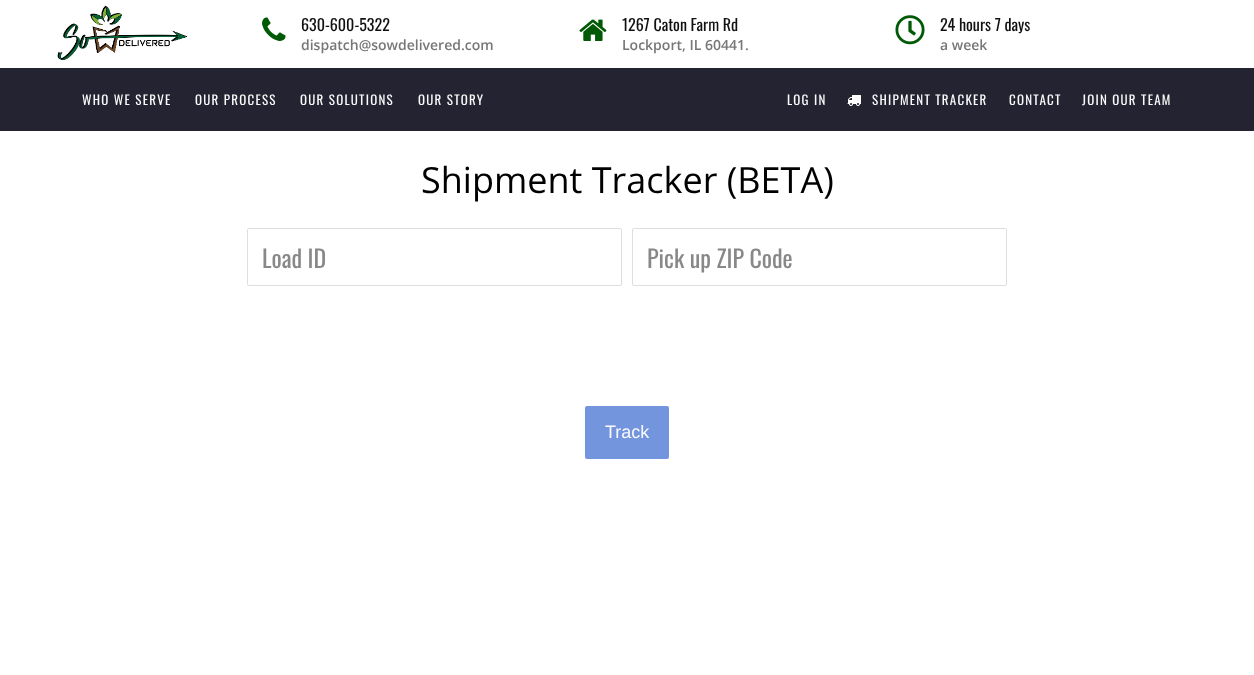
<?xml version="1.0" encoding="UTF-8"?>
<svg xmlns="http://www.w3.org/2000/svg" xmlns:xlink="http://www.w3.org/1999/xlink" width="1254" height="675">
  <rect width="100%" height="100%" fill="#ffffff" />
  <image x="57" y="5" width="131" height="56" xlink:href="image1.png" />
  <image x="262" y="17" width="24" height="24" xlink:href="image2.png" />
  <image x="579" y="19" width="28" height="22" xlink:href="image3.png" />
  <image x="895" y="15" width="30" height="30" xlink:href="image4.png" />
  <rect y="68" width="1254" height="63" fill="#232331" />
  <image x="847" y="95" width="14" height="11" xlink:href="image5.png" />
  <rect x="247.5" y="228.5" width="374" height="57" rx="1.5" fill="none" stroke="#dedede" />
  <rect x="632.5" y="228.5" width="374" height="57" rx="1.5" fill="none" stroke="#dedede" />
  <rect x="585" y="406" width="84" height="53" rx="2" fill="#7395dd" />
  <text x="301" y="31" style="font-family: Oswald; font-size: 16px; fill: #111111">630-600-5322</text>
  <text x="301" y="50" style="font-family: Open Sans; font-size: 14px; font-weight: 600; fill: #777777">dispatch@sowdelivered.com</text>
  <text x="622" y="31" style="font-family: Oswald; font-size: 16px; fill: #111111">1267 Caton Farm Rd</text>
  <text x="622" y="50" style="font-family: Open Sans; font-size: 14px; font-weight: 600; fill: #777777">Lockport, IL 60441.</text>
  <text x="940" y="31" style="font-family: Oswald; font-size: 16px; fill: #111111">24 hours 7 days</text>
  <text x="940" y="50" style="font-family: Open Sans; font-size: 14px; font-weight: 600; fill: #777777">a week</text>
  <text x="82" y="105" style="font-family: Oswald; font-size: 13px; letter-spacing: 1.25px; fill: #fafafc">WHO WE SERVE</text>
  <text x="195" y="105" style="font-family: Oswald; font-size: 13px; letter-spacing: 1.25px; fill: #fafafc">OUR PROCESS</text>
  <text x="300" y="105" style="font-family: Oswald; font-size: 13px; letter-spacing: 1.25px; fill: #fafafc">OUR SOLUTIONS</text>
  <text x="418" y="105" style="font-family: Oswald; font-size: 13px; letter-spacing: 1.25px; fill: #fafafc">OUR STORY</text>
  <text x="787" y="105" style="font-family: Oswald; font-size: 13px; letter-spacing: 1.25px; fill: #fafafc">LOG IN</text>
  <text x="872" y="105" style="font-family: Oswald; font-size: 13px; letter-spacing: 1.25px; fill: #fafafc">SHIPMENT TRACKER</text>
  <text x="1009" y="105" style="font-family: Oswald; font-size: 13px; letter-spacing: 1.25px; fill: #fafafc">CONTACT</text>
  <text x="1082" y="105" style="font-family: Oswald; font-size: 13px; letter-spacing: 1.25px; fill: #fafafc">JOIN OUR TEAM</text>
  <text x="421" y="193" style="font-family: Open Sans; font-size: 36px; fill: #000000">Shipment Tracker (BETA)</text>
  <text x="262" y="268" style="font-family: Oswald; font-size: 24px; fill: #888888">Load ID</text>
  <text x="647" y="268" style="font-family: Oswald; font-size: 24px; fill: #888888">Pick up ZIP Code</text>
  <text x="605" y="438" style="font-family: Liberation Sans; font-size: 18px; fill: #fafafc">Track</text>
</svg>
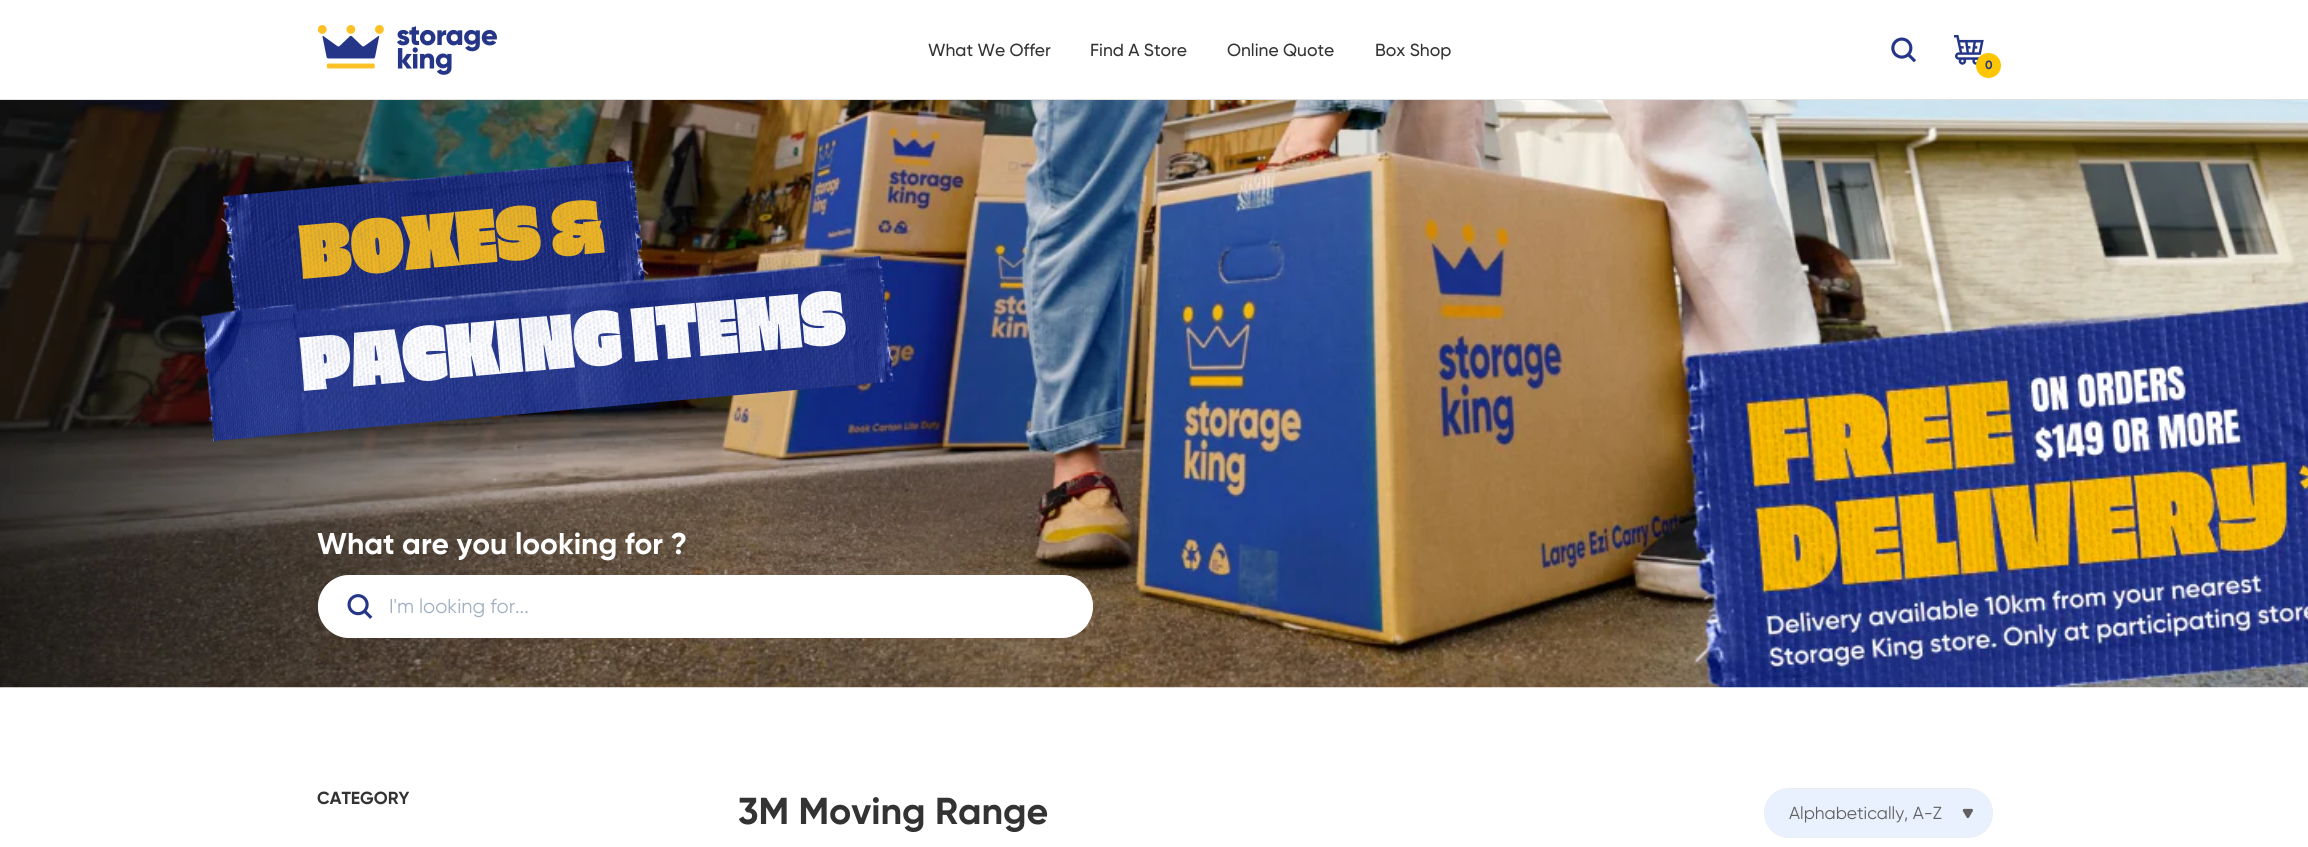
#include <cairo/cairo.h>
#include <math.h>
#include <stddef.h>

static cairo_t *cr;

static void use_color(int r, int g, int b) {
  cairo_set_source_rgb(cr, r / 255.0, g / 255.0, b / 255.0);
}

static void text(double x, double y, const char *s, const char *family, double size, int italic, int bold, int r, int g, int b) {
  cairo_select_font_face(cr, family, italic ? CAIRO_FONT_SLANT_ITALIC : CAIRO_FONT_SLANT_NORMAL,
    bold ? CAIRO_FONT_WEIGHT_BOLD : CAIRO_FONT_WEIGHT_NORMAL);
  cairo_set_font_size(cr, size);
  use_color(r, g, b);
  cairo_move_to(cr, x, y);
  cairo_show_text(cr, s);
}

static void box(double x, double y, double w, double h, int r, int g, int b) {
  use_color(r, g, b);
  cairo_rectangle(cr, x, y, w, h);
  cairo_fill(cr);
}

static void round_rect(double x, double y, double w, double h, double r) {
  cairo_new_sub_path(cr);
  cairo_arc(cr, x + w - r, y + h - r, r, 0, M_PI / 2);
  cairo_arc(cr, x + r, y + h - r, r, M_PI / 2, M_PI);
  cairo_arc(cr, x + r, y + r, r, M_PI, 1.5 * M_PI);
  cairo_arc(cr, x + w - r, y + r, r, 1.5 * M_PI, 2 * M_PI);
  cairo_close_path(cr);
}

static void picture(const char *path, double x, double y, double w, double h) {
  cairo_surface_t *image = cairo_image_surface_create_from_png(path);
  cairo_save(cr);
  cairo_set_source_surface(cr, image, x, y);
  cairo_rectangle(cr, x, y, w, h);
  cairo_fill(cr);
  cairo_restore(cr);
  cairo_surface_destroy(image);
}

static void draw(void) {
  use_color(255, 255, 255);
  cairo_paint(cr);
  picture("img_01.png", 318, 25, 179, 50);
  picture("img_02.png", 1891, 37, 25, 26);
  picture("img_03.png", 1954, 35, 30, 30);
  use_color(253, 198, 0);
  cairo_arc(cr, 1988.5, 65.5, 12.5, 0, 2 * M_PI);
  cairo_fill(cr);
  box(0, 99, 2308, 1, 226, 226, 226);
  picture("img_04.png", 0, 100, 2308, 588);
  picture("img_05.png", 221, 190, 81, 124);
  picture("img_08.png", 603, 160, 46, 126);
  picture("img_09.png", 201, 304, 105, 137);
  picture("img_06.png", 291, 162, 325, 152);
  picture("img_12.png", 843, 255, 51, 130);
  use_color(255, 255, 255);
  round_rect(318, 575, 775, 63, 31.5);
  cairo_fill(cr);
  round_rect(318.5, 575.5, 774, 62, 31);
  cairo_set_source_rgba(cr, 1, 1, 1, 0.5);
  cairo_set_line_width(cr, 1);
  cairo_stroke(cr);
  picture("img_13.png", 347, 594, 26, 25);
  use_color(233, 241, 255);
  round_rect(1764.5, 788.5, 228, 49, 24.5);
  cairo_fill_preserve(cr);
  use_color(235, 237, 245);
  cairo_stroke(cr);
  picture("img_14.png", 1962, 808, 11, 11);
  text(928, 56, "What We Offer", "Gilroy Medium", 17.5, 0, 0, 51, 51, 51);
  text(1090, 56, "Find A Store", "Gilroy Medium", 17.5, 0, 0, 51, 51, 51);
  text(1227, 56, "Online Quote", "Gilroy Medium", 17.5, 0, 0, 51, 51, 51);
  text(1375, 56, "Box Shop", "Gilroy Medium", 17.5, 0, 0, 51, 51, 51);
  text(1985, 69, "0", "Gilroy", 12, 0, 1, 37, 54, 136);
  cairo_save(cr);
  cairo_translate(cr, 302, 279);
  cairo_rotate(cr, -5 * M_PI / 180);
  text(0, 0, "BOXES &", "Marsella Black", 74.25, 0, 0, 238, 181, 35);
  cairo_restore(cr);
  picture("img_07.png", 298, 169, 306, 144);
  picture("img_10.png", 293, 262, 564, 171);
  cairo_save(cr);
  cairo_translate(cr, 303, 391);
  cairo_rotate(cr, -5 * M_PI / 180);
  text(0, 0, "PACKING ITEMS", "Marsella Black", 74.25, 0, 0, 255, 255, 255);
  cairo_restore(cr);
  picture("img_11.png", 299, 250, 547, 145);
  text(317, 554, "What are you looking for ?", "Gilroy", 30, 0, 1, 255, 255, 255);
  text(389, 613, "I'm looking for...", "Gilroy", 20, 0, 0, 160, 174, 192);
  text(317, 804, "CATEGORY", "Gilroy", 17.5, 0, 1, 51, 51, 51);
  text(738, 824, "3M Moving Range", "Gilroy", 37.5, 0, 1, 51, 51, 51);
  text(1789, 819, "Alphabetically, A-Z", "Gilroy", 17.5, 0, 0, 96, 96, 96);
}

int main(void) {
  cairo_surface_t *surface = cairo_image_surface_create(CAIRO_FORMAT_RGB24, 2308, 847);
  cr = cairo_create(surface);
  cairo_font_options_t *options = cairo_font_options_create();
  cairo_font_options_set_hint_metrics(options, CAIRO_HINT_METRICS_OFF);
  cairo_font_options_set_hint_style(options, CAIRO_HINT_STYLE_NONE);
  cairo_set_font_options(cr, options);
  cairo_set_miter_limit(cr, 4);
  draw();
  cairo_surface_write_to_png(surface, "out.png");
  cairo_font_options_destroy(options);
  cairo_destroy(cr);
  cairo_surface_destroy(surface);
  return 0;
}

———

GOAL OF THE EXERCISE:
Every line above from the line with "cairo_new_sub_path(cr);" to the line with "static void draw(void)" is wanted, ends included; write them out exactly and add no other line.

YOUR RESPONSE:
  cairo_new_sub_path(cr);
  cairo_arc(cr, x + w - r, y + h - r, r, 0, M_PI / 2);
  cairo_arc(cr, x + r, y + h - r, r, M_PI / 2, M_PI);
  cairo_arc(cr, x + r, y + r, r, M_PI, 1.5 * M_PI);
  cairo_arc(cr, x + w - r, y + r, r, 1.5 * M_PI, 2 * M_PI);
  cairo_close_path(cr);
}

static void picture(const char *path, double x, double y, double w, double h) {
  cairo_surface_t *image = cairo_image_surface_create_from_png(path);
  cairo_save(cr);
  cairo_set_source_surface(cr, image, x, y);
  cairo_rectangle(cr, x, y, w, h);
  cairo_fill(cr);
  cairo_restore(cr);
  cairo_surface_destroy(image);
}

static void draw(void) {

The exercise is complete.